Struck Silent by Love – Br. Lain Wilson

Isaiah 44:1-8
Psalm 92:1-2, 11-14
John 20:1-9

The summer after I graduated from college, I received a phone call. The caller introduced himself as Agent So-and-so, of the Federal Bureau of Investigation.

I was struck silent for a moment or two. Not least because I was having a mild panic attack: “What did you do, Lain?!”

After I recovered, I learned that a college friend had listed me as a reference on his application to the FBI. I don’t recall what I said during the phone call, but I do remember two emotions. Profound gratitude—for being thought worthy of this, for being trusted. And a profound sense of responsibility—my testimony, in however a small way, had power.

Testify, witness, confess—these words recur throughout our readings this morning, as does the underlying sense of revealing some truth about God. “You are my witnesses!” God tells God’s people through the prophet Isaiah, after the promise to restore God’s blessings: I will pour my spirit upon your descendants” (Is 44:8, 3). “It is a good thing to give thanks to the LORD,” the psalmist sings, “to sing praises to your Name . . . to tell of your loving-kindness” (Ps 92:1-2). And two millennia later, these words by Robert Herrick, whose poem we sang before the service: “All these, and better Thou dost send Me, to this end, That I should render, for my part, A thankfull heart.”

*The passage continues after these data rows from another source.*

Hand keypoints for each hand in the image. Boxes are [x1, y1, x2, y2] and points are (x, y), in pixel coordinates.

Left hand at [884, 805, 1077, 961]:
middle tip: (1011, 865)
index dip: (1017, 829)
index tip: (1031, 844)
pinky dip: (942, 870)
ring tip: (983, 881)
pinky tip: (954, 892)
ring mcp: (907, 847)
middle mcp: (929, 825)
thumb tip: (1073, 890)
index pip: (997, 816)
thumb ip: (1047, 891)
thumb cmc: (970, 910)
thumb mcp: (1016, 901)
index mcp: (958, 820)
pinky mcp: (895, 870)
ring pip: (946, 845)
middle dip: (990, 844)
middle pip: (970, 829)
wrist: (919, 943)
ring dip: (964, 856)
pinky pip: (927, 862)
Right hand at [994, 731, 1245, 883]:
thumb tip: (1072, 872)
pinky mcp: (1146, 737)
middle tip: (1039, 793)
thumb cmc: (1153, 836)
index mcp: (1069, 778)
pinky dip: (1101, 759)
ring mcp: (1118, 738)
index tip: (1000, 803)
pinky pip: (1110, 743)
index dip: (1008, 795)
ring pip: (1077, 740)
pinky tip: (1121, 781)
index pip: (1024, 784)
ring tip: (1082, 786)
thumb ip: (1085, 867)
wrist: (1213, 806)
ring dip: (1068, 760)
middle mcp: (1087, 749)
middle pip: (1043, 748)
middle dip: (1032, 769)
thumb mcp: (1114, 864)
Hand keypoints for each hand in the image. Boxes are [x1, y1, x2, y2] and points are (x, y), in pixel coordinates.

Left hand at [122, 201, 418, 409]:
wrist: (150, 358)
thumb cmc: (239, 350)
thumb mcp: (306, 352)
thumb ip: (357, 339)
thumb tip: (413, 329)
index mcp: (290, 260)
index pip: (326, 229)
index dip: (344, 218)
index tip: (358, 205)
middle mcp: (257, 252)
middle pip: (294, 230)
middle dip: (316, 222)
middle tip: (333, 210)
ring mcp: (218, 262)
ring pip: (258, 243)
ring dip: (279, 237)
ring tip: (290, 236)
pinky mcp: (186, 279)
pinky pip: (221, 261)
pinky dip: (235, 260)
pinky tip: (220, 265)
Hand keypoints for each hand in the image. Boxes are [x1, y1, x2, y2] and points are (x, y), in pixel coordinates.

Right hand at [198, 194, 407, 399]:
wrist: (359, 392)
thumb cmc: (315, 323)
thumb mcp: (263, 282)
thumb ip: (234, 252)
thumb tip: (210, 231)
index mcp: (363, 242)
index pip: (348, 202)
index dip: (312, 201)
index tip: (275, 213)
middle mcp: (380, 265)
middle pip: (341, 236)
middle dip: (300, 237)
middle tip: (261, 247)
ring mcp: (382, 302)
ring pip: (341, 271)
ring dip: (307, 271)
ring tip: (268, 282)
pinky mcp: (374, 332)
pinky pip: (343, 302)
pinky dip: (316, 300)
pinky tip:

Each of these texts can stand for countless others in the power of our words to testify, to bear witness, to shout out with thanks and praise the truth of God’s goodness and mercy. We can, with the power of our words, give God an absolutely glowing reference.

But our responsibility goes deeper than that. And the beloved disciple shows us how. Running to the tomb with Peter, and seeing the linen wrappings, he went into the tomb, “and he saw and believed” (Jn 20:8). He saw and believed.

Many, many words will come later, in the writings attributed to the beloved disciple. But here, in the early morning of that first Easter Day, the beloved disciple bears witness to the truth without words, without praise or thanks or even understanding. He bears witness to the truth of Jesus’ resurrection by simply believing, by an act of faith. It is the witness, the testimony, of a human life utterly transformed by God’s loving, saving action in Jesus Christ. Belief is his response to God.

We too are transformed—or rather, are transforming, becoming. This is an ongoing, incomplete process in this life. And a first step—a first step in our own cooperation, our working with God’s transforming us—a first step in a lifetime of first steps—is to stand silent. To stand silent in awe, witnesses to a love that cannot help but strike us silent. Words will follow—but here and now, we can do no better than the beloved disciple did: to stand silent, and believe.